Exercise » Please report how many lines in these records contain the string "Right", and give nothing besides the number.

Given data »
Content starts

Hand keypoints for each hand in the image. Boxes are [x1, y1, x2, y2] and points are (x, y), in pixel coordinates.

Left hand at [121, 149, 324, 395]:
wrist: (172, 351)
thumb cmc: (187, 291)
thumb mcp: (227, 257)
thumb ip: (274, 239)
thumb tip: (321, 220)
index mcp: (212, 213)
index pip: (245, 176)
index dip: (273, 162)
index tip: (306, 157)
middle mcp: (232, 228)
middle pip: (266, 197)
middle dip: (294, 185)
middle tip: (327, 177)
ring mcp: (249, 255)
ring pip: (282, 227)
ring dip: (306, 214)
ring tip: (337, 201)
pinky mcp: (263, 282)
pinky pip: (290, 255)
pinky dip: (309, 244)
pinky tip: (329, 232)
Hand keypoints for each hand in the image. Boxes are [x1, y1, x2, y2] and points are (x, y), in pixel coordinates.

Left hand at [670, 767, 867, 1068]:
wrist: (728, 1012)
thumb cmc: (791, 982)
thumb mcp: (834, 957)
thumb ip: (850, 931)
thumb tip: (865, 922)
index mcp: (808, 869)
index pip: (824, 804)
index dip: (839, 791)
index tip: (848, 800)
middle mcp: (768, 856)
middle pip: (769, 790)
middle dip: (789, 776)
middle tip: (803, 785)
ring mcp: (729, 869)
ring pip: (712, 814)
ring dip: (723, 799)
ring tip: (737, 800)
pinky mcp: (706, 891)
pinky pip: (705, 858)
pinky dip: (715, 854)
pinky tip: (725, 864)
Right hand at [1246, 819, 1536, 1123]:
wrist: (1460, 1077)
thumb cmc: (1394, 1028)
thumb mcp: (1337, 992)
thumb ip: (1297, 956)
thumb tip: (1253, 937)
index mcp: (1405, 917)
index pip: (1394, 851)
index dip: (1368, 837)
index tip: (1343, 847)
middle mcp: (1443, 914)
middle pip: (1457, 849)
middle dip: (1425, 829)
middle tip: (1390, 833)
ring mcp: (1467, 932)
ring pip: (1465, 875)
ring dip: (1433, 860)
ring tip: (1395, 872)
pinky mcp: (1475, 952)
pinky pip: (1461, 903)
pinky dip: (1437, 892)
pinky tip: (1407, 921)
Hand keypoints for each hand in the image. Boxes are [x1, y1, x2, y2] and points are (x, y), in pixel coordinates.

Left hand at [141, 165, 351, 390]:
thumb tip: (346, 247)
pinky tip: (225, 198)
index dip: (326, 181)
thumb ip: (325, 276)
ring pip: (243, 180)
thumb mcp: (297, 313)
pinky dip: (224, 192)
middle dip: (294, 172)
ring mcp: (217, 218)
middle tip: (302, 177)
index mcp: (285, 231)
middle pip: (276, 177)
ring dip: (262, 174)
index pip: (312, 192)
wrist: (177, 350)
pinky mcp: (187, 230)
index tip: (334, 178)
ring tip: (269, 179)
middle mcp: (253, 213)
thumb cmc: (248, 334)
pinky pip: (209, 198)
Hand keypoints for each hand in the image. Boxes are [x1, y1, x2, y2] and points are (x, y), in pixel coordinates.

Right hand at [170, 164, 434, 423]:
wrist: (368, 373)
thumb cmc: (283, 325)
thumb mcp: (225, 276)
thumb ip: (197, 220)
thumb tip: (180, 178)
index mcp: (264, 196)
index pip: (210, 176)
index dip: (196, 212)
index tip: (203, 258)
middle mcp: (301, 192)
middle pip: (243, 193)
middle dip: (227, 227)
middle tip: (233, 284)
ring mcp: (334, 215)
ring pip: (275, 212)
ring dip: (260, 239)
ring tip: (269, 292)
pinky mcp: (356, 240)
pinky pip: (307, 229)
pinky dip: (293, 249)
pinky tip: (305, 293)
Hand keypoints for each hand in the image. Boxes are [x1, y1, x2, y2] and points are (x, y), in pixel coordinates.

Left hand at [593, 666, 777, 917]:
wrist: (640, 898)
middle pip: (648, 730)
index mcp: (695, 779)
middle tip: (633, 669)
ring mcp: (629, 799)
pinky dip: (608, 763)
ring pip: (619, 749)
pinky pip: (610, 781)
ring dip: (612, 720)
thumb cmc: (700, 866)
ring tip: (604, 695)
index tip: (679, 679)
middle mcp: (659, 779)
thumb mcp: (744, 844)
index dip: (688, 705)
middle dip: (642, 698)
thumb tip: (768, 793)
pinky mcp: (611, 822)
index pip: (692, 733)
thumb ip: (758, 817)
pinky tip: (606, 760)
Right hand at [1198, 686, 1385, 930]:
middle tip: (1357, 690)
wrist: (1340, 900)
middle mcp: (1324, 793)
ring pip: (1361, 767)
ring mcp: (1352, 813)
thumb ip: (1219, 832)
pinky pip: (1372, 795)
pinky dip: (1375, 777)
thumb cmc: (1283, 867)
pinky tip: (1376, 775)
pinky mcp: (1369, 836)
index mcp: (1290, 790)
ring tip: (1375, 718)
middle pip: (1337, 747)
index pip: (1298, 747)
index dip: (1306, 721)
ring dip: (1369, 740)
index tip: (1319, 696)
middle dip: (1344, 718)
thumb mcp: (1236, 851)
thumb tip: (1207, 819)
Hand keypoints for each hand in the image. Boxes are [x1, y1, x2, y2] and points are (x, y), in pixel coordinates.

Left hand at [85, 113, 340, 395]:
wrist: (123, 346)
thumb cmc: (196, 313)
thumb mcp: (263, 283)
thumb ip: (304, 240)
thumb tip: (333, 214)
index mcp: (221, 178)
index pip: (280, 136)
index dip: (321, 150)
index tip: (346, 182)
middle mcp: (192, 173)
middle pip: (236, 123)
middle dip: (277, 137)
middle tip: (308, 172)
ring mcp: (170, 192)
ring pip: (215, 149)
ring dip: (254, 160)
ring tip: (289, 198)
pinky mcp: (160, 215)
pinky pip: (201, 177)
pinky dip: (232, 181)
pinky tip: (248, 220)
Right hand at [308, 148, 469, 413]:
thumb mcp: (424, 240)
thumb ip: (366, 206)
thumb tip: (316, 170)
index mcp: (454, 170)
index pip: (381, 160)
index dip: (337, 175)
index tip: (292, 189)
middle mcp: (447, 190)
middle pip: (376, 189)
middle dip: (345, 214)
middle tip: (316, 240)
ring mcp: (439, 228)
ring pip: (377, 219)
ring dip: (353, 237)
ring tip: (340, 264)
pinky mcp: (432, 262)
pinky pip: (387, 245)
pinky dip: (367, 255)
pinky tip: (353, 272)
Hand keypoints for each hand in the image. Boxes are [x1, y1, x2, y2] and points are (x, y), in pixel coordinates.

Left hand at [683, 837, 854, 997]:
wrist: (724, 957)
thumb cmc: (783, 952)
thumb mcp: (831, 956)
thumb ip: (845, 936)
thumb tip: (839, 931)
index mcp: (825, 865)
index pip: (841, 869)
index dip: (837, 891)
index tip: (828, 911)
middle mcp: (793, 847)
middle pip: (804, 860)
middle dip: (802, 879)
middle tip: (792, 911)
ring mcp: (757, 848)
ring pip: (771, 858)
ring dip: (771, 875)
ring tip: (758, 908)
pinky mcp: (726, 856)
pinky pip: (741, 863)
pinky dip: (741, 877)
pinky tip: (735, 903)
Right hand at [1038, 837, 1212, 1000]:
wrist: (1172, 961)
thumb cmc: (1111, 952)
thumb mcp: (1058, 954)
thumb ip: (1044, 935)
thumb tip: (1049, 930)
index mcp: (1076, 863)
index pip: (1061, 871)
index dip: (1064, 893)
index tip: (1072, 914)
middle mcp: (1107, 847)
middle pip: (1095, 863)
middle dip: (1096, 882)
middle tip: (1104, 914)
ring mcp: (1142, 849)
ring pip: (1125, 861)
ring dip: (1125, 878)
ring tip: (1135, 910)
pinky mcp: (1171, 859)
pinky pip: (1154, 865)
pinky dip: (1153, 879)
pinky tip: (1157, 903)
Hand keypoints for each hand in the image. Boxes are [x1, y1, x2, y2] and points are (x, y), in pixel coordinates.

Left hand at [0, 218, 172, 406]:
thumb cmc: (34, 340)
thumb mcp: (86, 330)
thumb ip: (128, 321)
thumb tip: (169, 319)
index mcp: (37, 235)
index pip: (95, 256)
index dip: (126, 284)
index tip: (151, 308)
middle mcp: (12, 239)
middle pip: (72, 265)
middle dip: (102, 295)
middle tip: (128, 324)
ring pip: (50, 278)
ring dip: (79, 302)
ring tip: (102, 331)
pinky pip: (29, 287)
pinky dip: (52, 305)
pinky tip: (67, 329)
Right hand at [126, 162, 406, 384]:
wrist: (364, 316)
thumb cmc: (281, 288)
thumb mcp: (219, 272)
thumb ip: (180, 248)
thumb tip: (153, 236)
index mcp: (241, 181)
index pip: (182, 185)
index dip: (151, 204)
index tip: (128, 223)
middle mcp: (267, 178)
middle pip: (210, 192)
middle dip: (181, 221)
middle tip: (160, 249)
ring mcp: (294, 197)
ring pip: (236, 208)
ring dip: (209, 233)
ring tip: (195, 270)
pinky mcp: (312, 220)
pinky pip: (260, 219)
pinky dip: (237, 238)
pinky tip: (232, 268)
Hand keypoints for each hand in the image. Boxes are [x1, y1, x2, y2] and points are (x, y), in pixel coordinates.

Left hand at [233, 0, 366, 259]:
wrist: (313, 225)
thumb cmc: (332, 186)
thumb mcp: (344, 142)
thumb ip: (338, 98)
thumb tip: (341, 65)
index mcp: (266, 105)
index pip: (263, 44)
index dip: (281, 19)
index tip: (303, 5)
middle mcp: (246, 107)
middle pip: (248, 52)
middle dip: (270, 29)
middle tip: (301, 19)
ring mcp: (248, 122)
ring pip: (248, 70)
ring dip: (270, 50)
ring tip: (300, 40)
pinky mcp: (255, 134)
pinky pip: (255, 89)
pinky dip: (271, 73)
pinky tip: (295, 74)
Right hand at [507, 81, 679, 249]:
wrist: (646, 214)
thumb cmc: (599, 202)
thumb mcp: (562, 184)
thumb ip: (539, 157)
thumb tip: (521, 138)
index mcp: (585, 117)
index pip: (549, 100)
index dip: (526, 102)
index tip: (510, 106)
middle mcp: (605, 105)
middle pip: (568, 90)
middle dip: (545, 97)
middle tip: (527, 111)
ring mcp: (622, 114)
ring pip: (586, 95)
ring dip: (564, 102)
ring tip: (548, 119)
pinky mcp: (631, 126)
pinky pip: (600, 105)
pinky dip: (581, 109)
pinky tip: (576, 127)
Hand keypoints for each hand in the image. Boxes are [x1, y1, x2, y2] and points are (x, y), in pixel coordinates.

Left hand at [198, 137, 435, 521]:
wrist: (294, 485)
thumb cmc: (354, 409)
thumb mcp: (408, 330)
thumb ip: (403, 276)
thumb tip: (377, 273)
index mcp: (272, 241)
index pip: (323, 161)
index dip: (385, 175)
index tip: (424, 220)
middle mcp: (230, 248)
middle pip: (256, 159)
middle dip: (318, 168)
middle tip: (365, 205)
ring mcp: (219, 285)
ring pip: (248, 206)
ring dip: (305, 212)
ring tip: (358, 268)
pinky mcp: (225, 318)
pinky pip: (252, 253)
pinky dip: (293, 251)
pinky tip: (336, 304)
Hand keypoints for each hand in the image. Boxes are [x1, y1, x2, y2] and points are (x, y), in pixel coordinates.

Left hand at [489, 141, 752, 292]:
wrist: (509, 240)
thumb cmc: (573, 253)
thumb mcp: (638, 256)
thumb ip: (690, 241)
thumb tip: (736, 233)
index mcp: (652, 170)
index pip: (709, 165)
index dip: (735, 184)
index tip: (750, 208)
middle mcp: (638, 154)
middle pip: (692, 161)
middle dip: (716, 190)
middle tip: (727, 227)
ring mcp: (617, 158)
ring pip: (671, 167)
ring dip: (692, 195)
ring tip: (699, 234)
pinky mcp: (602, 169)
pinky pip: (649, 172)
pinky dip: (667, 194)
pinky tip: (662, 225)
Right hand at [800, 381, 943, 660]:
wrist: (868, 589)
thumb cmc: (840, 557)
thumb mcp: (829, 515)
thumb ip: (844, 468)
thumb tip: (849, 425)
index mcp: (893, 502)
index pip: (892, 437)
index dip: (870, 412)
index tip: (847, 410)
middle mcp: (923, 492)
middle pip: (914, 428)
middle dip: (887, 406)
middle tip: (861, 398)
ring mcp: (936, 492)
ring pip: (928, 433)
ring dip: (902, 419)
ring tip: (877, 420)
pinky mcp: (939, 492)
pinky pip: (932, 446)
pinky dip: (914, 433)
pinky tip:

Content ends

Exercise result » 8